Wenn aber die potentielle Energie der Arbeitskraft in die kinetische Energie des Arbeitsprozesses übergeht, dann kann diese nicht wiederum in eine Quantität potentieller Energie übergehen, welche diejenige der anfänglichen Arbeitskraft übertrifft. Nach einer solchen Vorstellung wäre der Arbeiter ein perpetuum mobile erster Art.

Daher muss zur Erklärung des Mehrwerts wie überhaupt jeglichen Werts die Arbeit der Natur hinzugefügt werden, welche sich über die Ernährung der Arbeiter und die in den Arbeitsprozess einfließenden Rohstoffe und Energien als wesentliche Mitproduzentin erweist. Es wird sichtbar, dass die abstrakte Arbeit, welche den Wert der Waren und Dienstleistungen schafft, sich aus der Arbeit der Natur und der Arbeit der Menschen zusammensetzt. Nur aus der Gesamtarbeit von Menschen und Natur kann Mehrwert gewonnen werden, weil die Erde ein offenes System im thermodynamischen Ungleichgewicht ist, das sich in einem Fließgleichgewicht befindet, das permanent Energie der Sonne aufnimmt und Energie im Zustand erhöhter Entropie als Wärmeenergie an das umgebende Universum abgibt.

4.1. Zusammenhänge der Energie bei der abstrakten Arbeit der Natur

Ein sich bewegendes Pendel zeigt den abwechselnden Übergang zwischen potentieller und kinetischer Energie. Wenn das Pendel den äußersten Punkt erreicht, dann bleibt es scheinbar8 für einen Moment stehen; in diesem Augenblick ist die potentielle Energie am höchsten und die kinetische Energie gleich Null; wenn sich das Pendel dagegen in der höchsten Geschwindigkeit befindet, dann ist die kinetische Energie maximal und die potentielle minimal.

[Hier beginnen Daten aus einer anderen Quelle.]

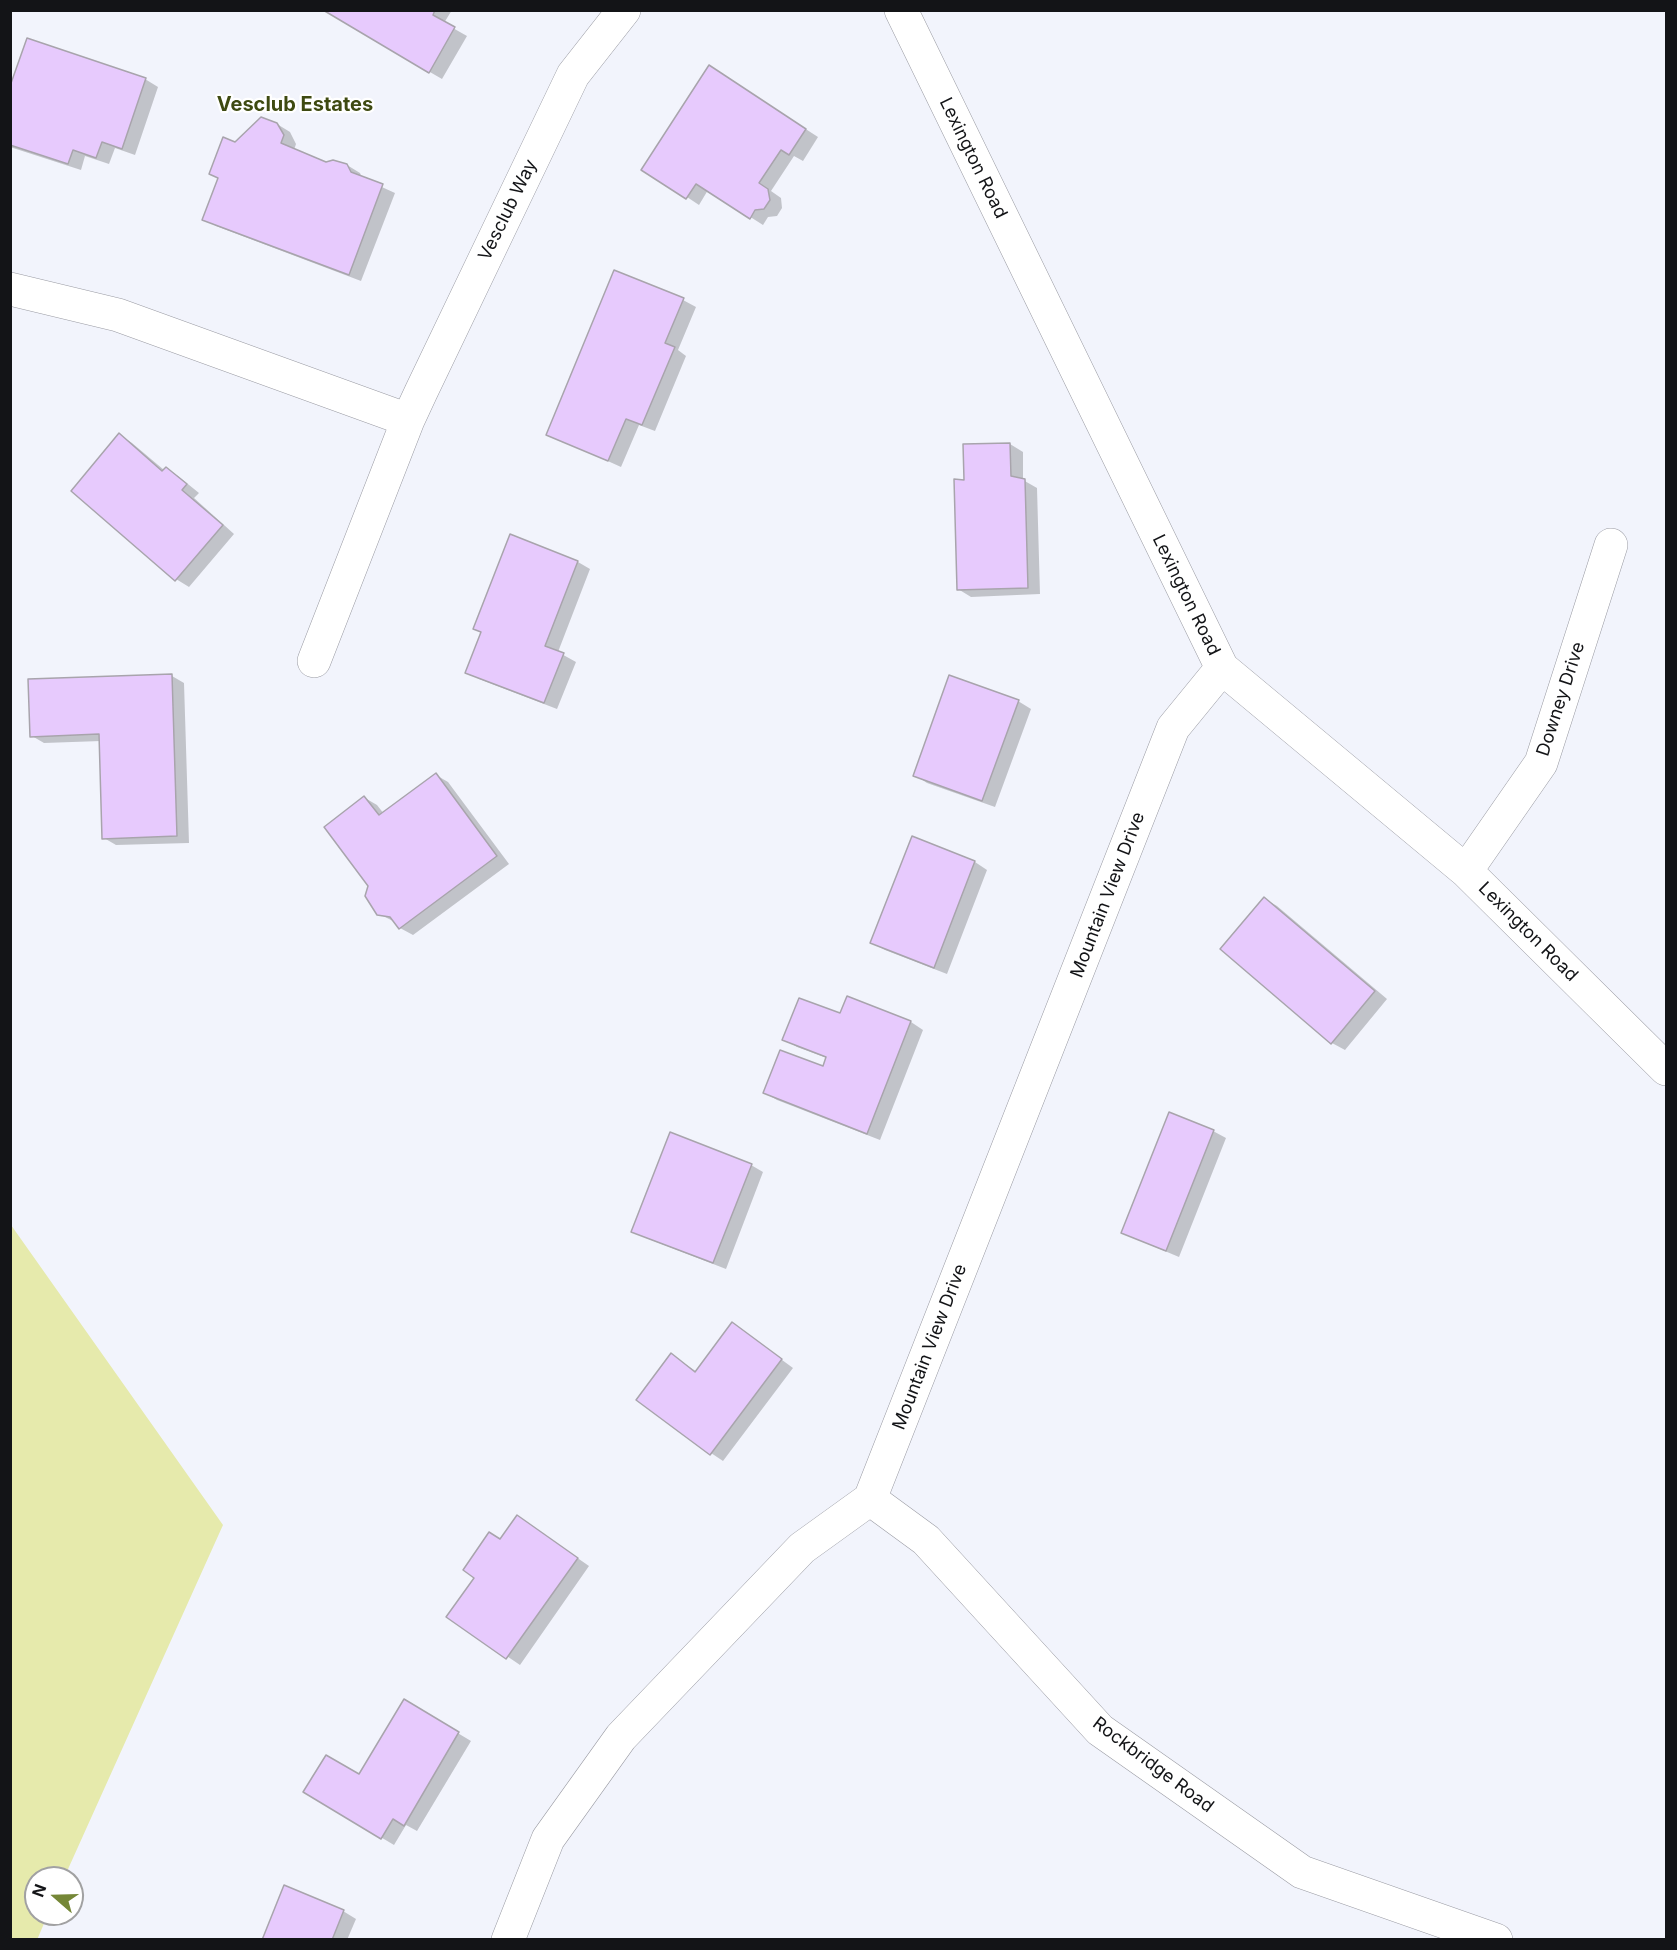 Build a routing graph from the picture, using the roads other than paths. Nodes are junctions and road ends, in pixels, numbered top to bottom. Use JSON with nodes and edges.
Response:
{"nodes":[{"id":1,"x":624,"y":10,"type":"edge"},
{"id":2,"x":901,"y":10,"type":"edge"},
{"id":3,"x":10,"y":290,"type":"edge"},
{"id":4,"x":408,"y":420,"type":"junction"},
{"id":5,"x":1611,"y":545,"type":"dead end"},
{"id":6,"x":314,"y":661,"type":"dead end"},
{"id":7,"x":1221,"y":668,"type":"junction"},
{"id":8,"x":1466,"y":871,"type":"junction"},
{"id":9,"x":1666,"y":1069,"type":"edge"},
{"id":10,"x":870,"y":1499,"type":"junction"},
{"id":11,"x":508,"y":1940,"type":"edge"},
{"id":12,"x":1496,"y":1940,"type":"edge"}],
"edges":[{"from":1,"to":4,"type":"street","name":"Vesclub Way"},
{"from":2,"to":7,"type":"street","name":"Lexington Road"},
{"from":3,"to":4,"type":"street"},
{"from":4,"to":6,"type":"street","name":"Vesclub Way"},
{"from":5,"to":8,"type":"street","name":"Downey Drive"},
{"from":7,"to":8,"type":"street","name":"Lexington Road"},
{"from":7,"to":10,"type":"street","name":"Mountain View Drive"},
{"from":8,"to":9,"type":"street","name":"Lexington Road"},
{"from":10,"to":11,"type":"street"},
{"from":10,"to":12,"type":"street","name":"Rockbridge Road"}]} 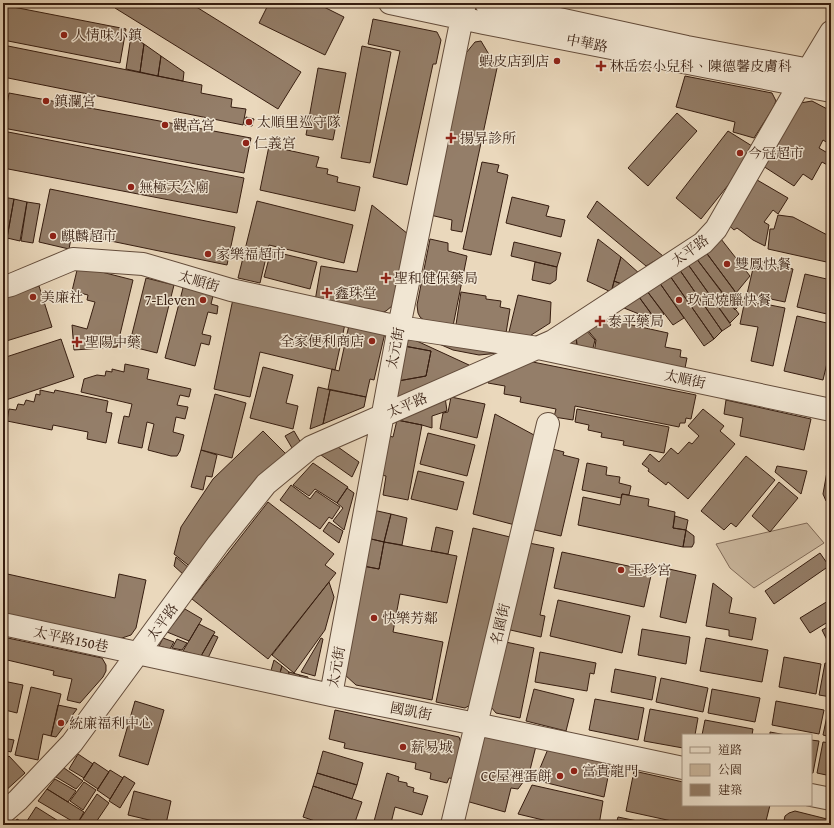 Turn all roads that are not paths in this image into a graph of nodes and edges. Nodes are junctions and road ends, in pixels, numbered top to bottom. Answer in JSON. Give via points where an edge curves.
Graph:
{"nodes":[{"id":1,"x":390,"y":3,"type":"edge"},
{"id":2,"x":486,"y":3,"type":"edge"},
{"id":3,"x":463,"y":11,"type":"edge"},
{"id":4,"x":831,"y":32,"type":"edge"},
{"id":5,"x":831,"y":74,"type":"edge"},
{"id":6,"x":804,"y":77,"type":"junction"},
{"id":7,"x":831,"y":91,"type":"edge"},
{"id":8,"x":3,"y":287,"type":"edge"},
{"id":9,"x":399,"y":327,"type":"junction"},
{"id":10,"x":538,"y":348,"type":"junction"},
{"id":11,"x":831,"y":410,"type":"edge"},
{"id":12,"x":382,"y":415,"type":"junction"},
{"id":13,"x":548,"y":424,"type":"dead end"},
{"id":14,"x":3,"y":624,"type":"edge"},
{"id":15,"x":138,"y":653,"type":"junction"},
{"id":16,"x":331,"y":695,"type":"junction"},
{"id":17,"x":476,"y":724,"type":"junction"},
{"id":18,"x":682,"y":768,"type":"edge"},
{"id":19,"x":812,"y":795,"type":"edge"},
{"id":20,"x":831,"y":799,"type":"edge"},
{"id":21,"x":3,"y":813,"type":"edge"},
{"id":22,"x":452,"y":825,"type":"edge"}],
"edges":[{"from":1,"to":3,"type":"street","name":"中華路"},
{"from":2,"to":6,"type":"street","name":"中華路","via":[[687,47]]},
{"from":3,"to":6,"type":"street","name":"中華路"},
{"from":3,"to":9,"type":"street","name":"太元街"},
{"from":4,"to":6,"type":"street","name":"太平路"},
{"from":5,"to":6,"type":"street","name":"中華路"},
{"from":6,"to":7,"type":"street","name":"中華路"},
{"from":6,"to":10,"type":"street","name":"太平路","via":[[716,229],[703,243],[553,341]]},
{"from":8,"to":9,"type":"street","name":"太順街","via":[[73,258],[143,264],[231,290]]},
{"from":9,"to":10,"type":"street","name":"太順街"},
{"from":9,"to":12,"type":"street","name":"太元街"},
{"from":10,"to":11,"type":"street","name":"太順街"},
{"from":10,"to":12,"type":"street","name":"太平路"},
{"from":12,"to":15,"type":"street","name":"太平路","via":[[311,447],[266,484],[218,544]]},
{"from":12,"to":16,"type":"street","name":"太元街"},
{"from":13,"to":17,"type":"street","name":"名園街"},
{"from":14,"to":15,"type":"street","name":"太平路150巷"},
{"from":15,"to":16,"type":"street","name":"國凱街"},
{"from":15,"to":21,"type":"street","name":"太平路","via":[[72,743]]},
{"from":16,"to":17,"type":"street","name":"國凱街"},
{"from":17,"to":18,"type":"street","name":"國凱街"},
{"from":17,"to":22,"type":"street","name":"名園街"},
{"from":19,"to":20,"type":"street"}]}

Diese Energieformen gehen wechselseitig ineinander über. Es passiert aber noch etwas. Nach dem zweiten Hauptsatz der Thermodynamik nimmt in geschossenen Systemen die Entropie im Laufe der Zeit zu. Die Entropie ist eine Art Maß für die Unordnung bzw. für die gleichmäßige Verteilung von Energie und Materie im Raum. Das Zunehmen der Entropie bedeutet, dass innerhalb geschlossener System, d.h. bei Absehung von Energieflüssen zwischen System und Umwelt, alle Strukturen von Geordnetheit oder Komplexität die Tendenz haben, zu verschwinden. Wenn Energie und Materie gleichmäßig verteilt sind, ist das thermodynamische Gleichgewicht erreicht. Das sich bewegende Pendel ist eine raumzeitliche Struktur der Komplexität, einer Geordnetheit.

Im Laufe der Zeit wandeln sich die potentielle und die kinetische Energie in Wärmeenergie um, welche sich im Raum verteilt, bis das Pendel stehen bleibt.

Etwas qualitativ anderes geschieht hingegen, wenn ich einem System von außen ein thermodynamisches Ungleichgewicht zufüge und beispielsweise einen Topf mit Wasser auf einen heißen Herd stelle, so dass von unten eine Hitzequelle und von oben eine Abkühlungsquelle vorliegt.

Dann bilden sich im Wasser spontan Bewegungen: Konvektionszyklen, bei denen sich das Wasser geordnet in Säulen bewegt9. Das sind komplexe raumzeitliche Strukturen, die sich spontan einstellen. Dabei tendieren die Wasserbewegungen zum einen dazu, die Entropie zu erhöhen, indem sie zum Temperaturausgleich streben, aber zum anderen schaffen sie zugleich komplexe Strukturen, die dazu neigen, sich nicht sofort aufzulösen, sondern eine Zeit lang im Sein zu verharren, dabei nach innen die Entropie niedrig zu halten. Solche spontanen komplexen Bewegungen in Flüssigkeiten und Gasen sind dissipative Systeme. Ein dissipatives System arbeitet, d.h. es setzt Energie um. Die Arbeitskraft, also die potentielle Energie, welche in die lebendige Arbeit übergeht, befindet sich in der Beziehung zwischen System und Umwelt, genauer gesagt zwischen System und einer thermodynamischen Ungleichgewichtsstruktur der Umwelt. Das Produkt der Arbeit ist das System selbst, es lässt sich also noch nicht zwischen Prozess und Resultat unterscheiden.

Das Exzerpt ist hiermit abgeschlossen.